The United States increasingly exports refined petroleum products such as diesel, heating fuel and gasoline from the same Gulf Coast refineries where Keystone oil would be headed.

There is no reason oil from Keystone would be treated differently, according to energy analysts.

Disputes rage over how much is currently exported. A recent State Department analysis of Keystone says less than half of the Gulf Coast’s refined products go into the U.S. market.

The United States is on the path to energy security and is forecast to become the world’s leading oil producer in just four years, a different world from its past desperation to secure stable energy.

But Canadian Natural Resources Minister Joe Oliver said last week that the United States still will need foreign oil in the coming decades, and it is better if it comes from an ally. The 1,700-mile Keystone pipeline would go from the Alberta oil sands in Canada to the U.S. refineries on the Gulf Coast.

Oliver said the oil would be used in America and that Keystone is not an export pipeline.

Oil Change International, a group fighting the Keystone pipeline, argues that is clearly not true. The group used census and U.S. energy data to figure out how much is now exported from the Texas refineries expected to handle the majority of Keystone oil.

They found 60 percent of the finished gasoline produced last year in those refineries was exported.

“Keystone XL proponents are saying this is about energy independence and obviously it’s not,” said Oil Change International executive director Steve Kretzmann.

The American Fuel and Petrochemical Manufacturers trade group responded that export figures are being misused.

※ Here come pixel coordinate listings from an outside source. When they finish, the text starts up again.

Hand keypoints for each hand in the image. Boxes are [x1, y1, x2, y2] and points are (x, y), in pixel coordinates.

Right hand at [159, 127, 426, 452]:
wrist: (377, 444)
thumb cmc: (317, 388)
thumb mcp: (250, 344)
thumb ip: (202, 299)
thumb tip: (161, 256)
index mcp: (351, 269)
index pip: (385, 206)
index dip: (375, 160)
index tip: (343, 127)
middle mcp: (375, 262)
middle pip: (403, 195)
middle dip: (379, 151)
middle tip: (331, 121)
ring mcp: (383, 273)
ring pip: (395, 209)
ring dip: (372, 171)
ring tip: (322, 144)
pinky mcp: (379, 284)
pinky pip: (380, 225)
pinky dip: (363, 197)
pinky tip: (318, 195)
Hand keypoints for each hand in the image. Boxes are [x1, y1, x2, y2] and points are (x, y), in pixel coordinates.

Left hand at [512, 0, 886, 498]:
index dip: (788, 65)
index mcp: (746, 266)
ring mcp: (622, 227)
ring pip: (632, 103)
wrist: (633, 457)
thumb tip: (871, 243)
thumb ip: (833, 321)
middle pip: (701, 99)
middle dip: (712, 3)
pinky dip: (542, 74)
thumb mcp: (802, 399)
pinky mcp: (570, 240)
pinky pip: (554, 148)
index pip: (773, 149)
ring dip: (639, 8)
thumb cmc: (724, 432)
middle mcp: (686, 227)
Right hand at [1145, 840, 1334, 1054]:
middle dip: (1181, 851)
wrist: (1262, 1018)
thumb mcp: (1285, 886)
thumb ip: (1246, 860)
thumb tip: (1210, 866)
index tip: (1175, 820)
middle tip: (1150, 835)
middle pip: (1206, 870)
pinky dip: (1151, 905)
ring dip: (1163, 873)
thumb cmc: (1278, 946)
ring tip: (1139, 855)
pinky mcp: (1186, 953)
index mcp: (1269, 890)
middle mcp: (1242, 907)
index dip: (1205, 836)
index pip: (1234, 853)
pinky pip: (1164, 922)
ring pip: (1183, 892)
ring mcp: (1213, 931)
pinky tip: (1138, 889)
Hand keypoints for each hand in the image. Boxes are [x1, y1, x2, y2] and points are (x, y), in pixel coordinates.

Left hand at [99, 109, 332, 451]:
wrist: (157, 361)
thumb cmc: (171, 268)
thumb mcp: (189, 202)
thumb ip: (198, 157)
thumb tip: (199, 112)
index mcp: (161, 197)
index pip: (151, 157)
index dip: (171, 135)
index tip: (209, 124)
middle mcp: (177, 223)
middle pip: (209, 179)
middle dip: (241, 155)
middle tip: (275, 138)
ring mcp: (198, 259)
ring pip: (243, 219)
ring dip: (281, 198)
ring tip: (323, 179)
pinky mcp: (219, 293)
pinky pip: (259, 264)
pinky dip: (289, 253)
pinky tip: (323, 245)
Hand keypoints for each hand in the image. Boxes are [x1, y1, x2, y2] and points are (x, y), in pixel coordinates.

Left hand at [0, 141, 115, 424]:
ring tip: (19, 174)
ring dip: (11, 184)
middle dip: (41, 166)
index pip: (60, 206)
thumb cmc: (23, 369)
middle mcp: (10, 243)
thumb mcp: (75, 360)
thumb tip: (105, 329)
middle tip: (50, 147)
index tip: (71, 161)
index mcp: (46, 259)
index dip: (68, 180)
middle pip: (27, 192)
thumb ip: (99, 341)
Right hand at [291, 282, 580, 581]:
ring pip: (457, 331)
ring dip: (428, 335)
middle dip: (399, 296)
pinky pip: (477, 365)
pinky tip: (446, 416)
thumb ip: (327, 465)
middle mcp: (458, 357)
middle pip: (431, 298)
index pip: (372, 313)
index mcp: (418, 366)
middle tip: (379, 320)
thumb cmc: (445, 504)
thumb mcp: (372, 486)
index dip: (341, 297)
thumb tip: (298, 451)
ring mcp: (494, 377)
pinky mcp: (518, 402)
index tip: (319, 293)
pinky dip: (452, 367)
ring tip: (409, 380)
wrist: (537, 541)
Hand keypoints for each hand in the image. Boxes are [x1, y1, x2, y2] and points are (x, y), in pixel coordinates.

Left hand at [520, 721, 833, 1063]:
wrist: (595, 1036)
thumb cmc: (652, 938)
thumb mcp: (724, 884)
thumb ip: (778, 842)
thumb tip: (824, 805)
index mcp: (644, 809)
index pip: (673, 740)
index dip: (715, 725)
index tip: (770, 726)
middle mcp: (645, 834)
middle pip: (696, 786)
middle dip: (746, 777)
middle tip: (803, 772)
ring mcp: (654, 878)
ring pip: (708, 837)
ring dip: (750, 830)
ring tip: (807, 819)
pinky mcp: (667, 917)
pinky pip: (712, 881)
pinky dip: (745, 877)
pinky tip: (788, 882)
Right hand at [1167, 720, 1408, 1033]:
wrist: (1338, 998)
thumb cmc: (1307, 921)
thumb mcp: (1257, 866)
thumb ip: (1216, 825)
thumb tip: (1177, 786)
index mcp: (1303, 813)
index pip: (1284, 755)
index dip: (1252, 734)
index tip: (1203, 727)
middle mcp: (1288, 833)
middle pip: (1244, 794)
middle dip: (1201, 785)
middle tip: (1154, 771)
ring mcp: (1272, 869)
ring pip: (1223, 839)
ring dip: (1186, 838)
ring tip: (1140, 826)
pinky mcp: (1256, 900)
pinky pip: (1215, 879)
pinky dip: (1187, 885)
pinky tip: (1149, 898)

Charles Drevna, president of the group, said the figures are nowhere near 60 percent when all gasoline produced to blend with ethanol is accounted.

Drevna asserted that the real Gulf Coast refinery export figures are only “probably around 11 or 12 percent.” That figure will remain the same after Keystone is built, he said.

Keystone is not for exports, he said. “Anyone who believes that either has to understand this industry better or they are just trying to mislead the public and Congress,” he said.

Some influential members of Congress, including Senate Energy and Natural Resources Committee Chairman Ron Wyden, question how much American consumers would benefit from Keystone.

Wyden, an Oregon Democrat, said the State Department needs to deal with the export issue before approving the pipeline.

“The State Department needs to explain how it is in America’s national and economic interests to facilitate Keystone XL’s completion, especially if the pipeline is simply a conduit for oil and refined products to go elsewhere,” Wyden said.

Other members of Congress say the U.S. needs the pipeline.

“Keystone XL is good for American jobs, good for our economy and good for national security,” said Washington Republican Rep. Doc Hastings, the chairman of the House Natural Resources Committee.

Charles Ebinger, an energy expert at the center-left Brookings Institution in Washington, said it is possible much of the Keystone oil flowing to the Gulf Coast could be exported. It would carry Canadian oil so isn’t covered by the U.S. law forbidding exports of American crude, he said.

And it could be exported as refined products the same as American oil already is, he said. “You can’t keep oil. It’s going to move to where market conditions direct it to move.”

But Ebinger said it shouldn’t matter much if it ends up exported, since oil is a global market.

“Any oil that goes into the world market as petroleum products or as crude will have an effect on the market and very likely drive prices down if it contributes to a glut,” he said.

It’s an issue, though, for members of Congress such as Rep. Eliot Engel, a New York Democrat and member of the House Energy and Commerce Committee, who said this month he is torn over the Keystone pipeline.

“I’d like to know that if we take the risk,” he said, “we get the benefit.”